Filter the listing below down to the lines with the word "HARRIS" and copy those.

(Beginning of EXTRACTED DATA)

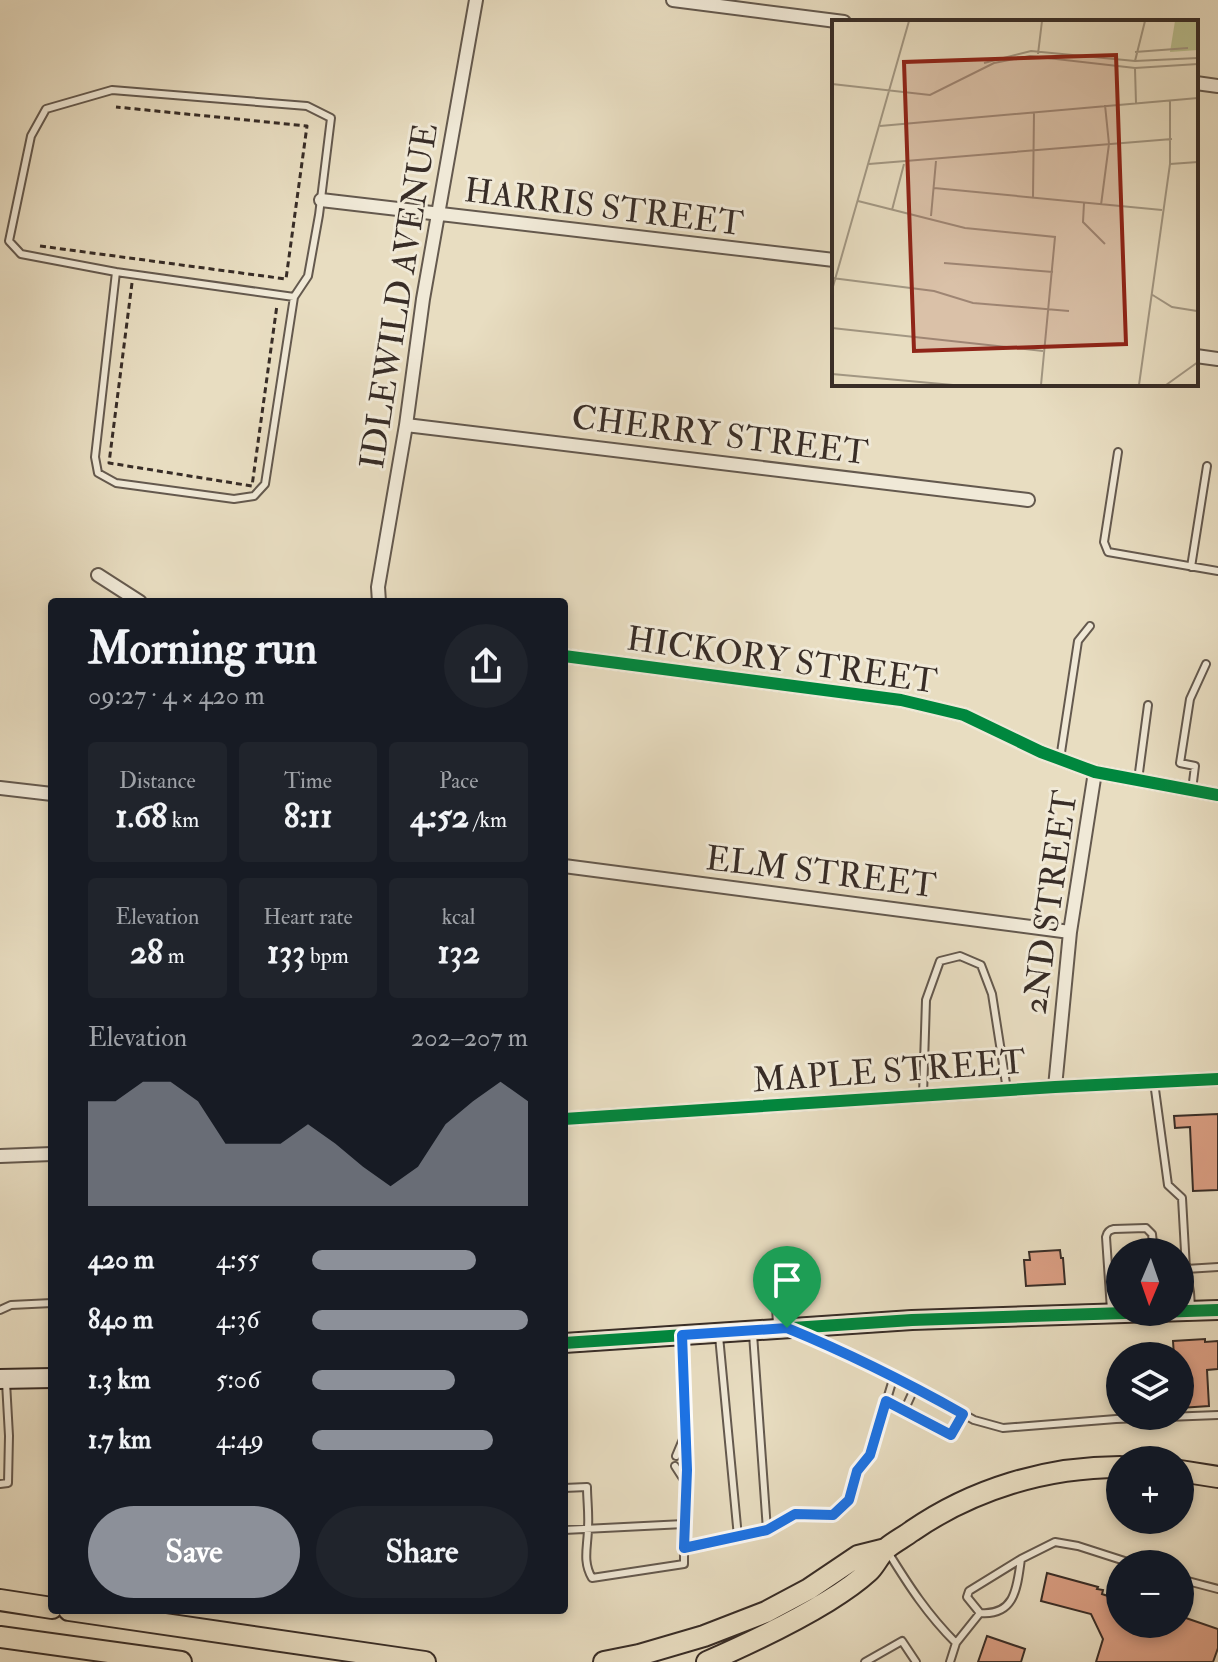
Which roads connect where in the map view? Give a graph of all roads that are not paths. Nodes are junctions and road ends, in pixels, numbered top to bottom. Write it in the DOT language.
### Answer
graph roads {
  1 [pos="476,0"];
  2 [pos="673,0"];
  3 [pos="832,20"];
  4 [pos="1198,83"];
  5 [pos="1218,86"];
  6 [pos="321,200"];
  7 [pos="438,215"];
  8 [pos="0,232"];
  9 [pos="11,234"];
  10 [pos="832,260"];
  11 [pos="116,272"];
  12 [pos="294,297"];
  13 [pos="1198,356"];
  14 [pos="1218,359"];
  15 [pos="406,425"];
  16 [pos="1118,452"];
  17 [pos="1207,466"];
  18 [pos="1028,500"];
  19 [pos="1191,567"];
  20 [pos="1218,571"];
  21 [pos="98,575"];
  22 [pos="134,598"];
  23 [pos="378,598"];
  24 [pos="1090,626"];
  25 [pos="568,657"];
  26 [pos="1206,664"];
  27 [pos="1148,705"];
  28 [pos="1060,759"];
  29 [pos="1095,772"];
  30 [pos="1138,780"];
  31 [pos="0,788"];
  32 [pos="1192,790"];
  33 [pos="48,794"];
  34 [pos="1218,795"];
  35 [pos="568,867"];
  36 [pos="1070,932"];
  37 [pos="1218,1079"];
  38 [pos="1154,1082"];
  39 [pos="1055,1087"];
  40 [pos="1007,1090"];
  41 [pos="923,1096"];
  42 [pos="568,1119"];
  43 [pos="48,1154"];
  44 [pos="0,1156"];
  45 [pos="1106,1238"];
  46 [pos="1152,1238"];
  47 [pos="1184,1238"];
  48 [pos="774,1267"];
  49 [pos="1218,1267"];
  50 [pos="1194,1268"];
  51 [pos="48,1303"];
  52 [pos="0,1310"];
  53 [pos="1218,1310"];
  54 [pos="1194,1312"];
  55 [pos="1106,1314"];
  56 [pos="782,1328"];
  57 [pos="752,1331"];
  58 [pos="718,1333"];
  59 [pos="682,1335"];
  60 [pos="568,1343"];
  61 [pos="894,1376"];
  62 [pos="3,1378"];
  63 [pos="48,1378"];
  64 [pos="915,1387"];
  65 [pos="886,1401"];
  66 [pos="904,1411"];
  67 [pos="963,1414"];
  68 [pos="1218,1415"];
  69 [pos="686,1435"];
  70 [pos="676,1456"];
  71 [pos="675,1466"];
  72 [pos="1106,1468"];
  73 [pos="1194,1473"];
  74 [pos="1218,1477"];
  75 [pos="686,1483"];
  76 [pos="0,1484"];
  77 [pos="568,1488"];
  78 [pos="684,1524"];
  79 [pos="588,1529"];
  80 [pos="568,1530"];
  81 [pos="767,1530"];
  82 [pos="738,1537"];
  83 [pos="684,1548"];
  84 [pos="886,1549"];
  85 [pos="1106,1555"];
  86 [pos="1021,1559"];
  87 [pos="1194,1583"];
  88 [pos="1218,1592"];
  89 [pos="0,1600"];
  90 [pos="48,1607"];
  91 [pos="980,1613"];
  92 [pos="96,1614"];
  93 [pos="0,1637"];
  94 [pos="956,1643"];
  95 [pos="181,1662"];
  96 [pos="425,1662"];
  97 [pos="604,1662"];
  98 [pos="707,1662"];
  99 [pos="865,1662"];
  100 [pos="916,1662"];
  101 [pos="950,1662"];
  1 -- 7 [label="street, IDLEWILD AVENUE"];
  2 -- 3 [label="street"];
  4 -- 5 [label="street"];
  6 -- 7 [label="street, HARRIS STREET"];
  6 -- 9 [label="lane"];
  6 -- 12 [label="lane"];
  7 -- 10 [label="street, HARRIS STREET"];
  7 -- 15 [label="street, IDLEWILD AVENUE"];
  8 -- 9 [label="lane"];
  9 -- 11 [label="lane"];
  11 -- 12 [label="lane"];
  11 -- 12 [label="lane"];
  13 -- 14 [label="street"];
  15 -- 18 [label="street, CHERRY STREET"];
  15 -- 23 [label="street, IDLEWILD AVENUE"];
  16 -- 19 [label="lane"];
  17 -- 19 [label="lane"];
  19 -- 20 [label="lane"];
  21 -- 22 [label="street"];
  24 -- 28 [label="lane"];
  25 -- 28 [label="street, HICKORY STREET"];
  26 -- 32 [label="lane"];
  27 -- 30 [label="lane"];
  28 -- 29 [label="street, HICKORY STREET"];
  29 -- 30 [label="street, HICKORY STREET"];
  29 -- 36 [label="street, 2ND STREET"];
  30 -- 32 [label="street, HICKORY STREET"];
  31 -- 33 [label="street"];
  32 -- 34 [label="street, HICKORY STREET"];
  35 -- 36 [label="street, ELM STREET"];
  36 -- 39 [label="street, 2ND STREET"];
  37 -- 38 [label="street, MAPLE STREET"];
  38 -- 39 [label="street, MAPLE STREET"];
  38 -- 47 [label="lane"];
  39 -- 40 [label="street, MAPLE STREET"];
  40 -- 41 [label="street, MAPLE STREET"];
  40 -- 41 [label="lane"];
  41 -- 42 [label="street, MAPLE STREET"];
  43 -- 44 [label="street"];
  45 -- 46 [label="lane"];
  48 -- 56 [label="lane"];
  49 -- 50 [label="lane"];
  51 -- 52 [label="lane"];
  53 -- 54 [label="street"];
  55 -- 56 [label="street"];
  56 -- 57 [label="street"];
  56 -- 61 [label="lane"];
  57 -- 58 [label="street"];
  57 -- 81 [label="lane"];
  58 -- 59 [label="street"];
  58 -- 82 [label="lane"];
  59 -- 60 [label="street"];
  59 -- 69 [label="lane"];
  61 -- 64 [label="lane"];
  61 -- 65 [label="lane"];
  62 -- 63 [label="street"];
  62 -- 76 [label="lane"];
  64 -- 66 [label="lane"];
  64 -- 67 [label="lane"];
  65 -- 66 [label="lane"];
  65 -- 81 [label="lane"];
  66 -- 67 [label="lane"];
  67 -- 68 [label="lane"];
  69 -- 70 [label="lane"];
  69 -- 75 [label="lane"];
  71 -- 75 [label="lane"];
  72 -- 84 [label="main road"];
  73 -- 74 [label="main road"];
  75 -- 78 [label="lane"];
  77 -- 79 [label="lane"];
  78 -- 79 [label="lane"];
  78 -- 83 [label="lane"];
  79 -- 80 [label="lane"];
  79 -- 83 [label="lane"];
  81 -- 82 [label="lane"];
  82 -- 83 [label="lane"];
  84 -- 94 [label="lane"];
  84 -- 97 [label="main road"];
  84 -- 98 [label="main road"];
  85 -- 86 [label="lane"];
  86 -- 91 [label="lane"];
  86 -- 91 [label="lane"];
  87 -- 88 [label="lane"];
  89 -- 90 [label="main road"];
  91 -- 94 [label="lane"];
  92 -- 96 [label="main road"];
  93 -- 95 [label="main road"];
  94 -- 101 [label="lane"];
  99 -- 100 [label="lane"];
}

(End of EXTRACTED DATA)

• _EXERCISE OUTPUT_
  6 -- 7 [label="street, HARRIS STREET"];
  7 -- 10 [label="street, HARRIS STREET"];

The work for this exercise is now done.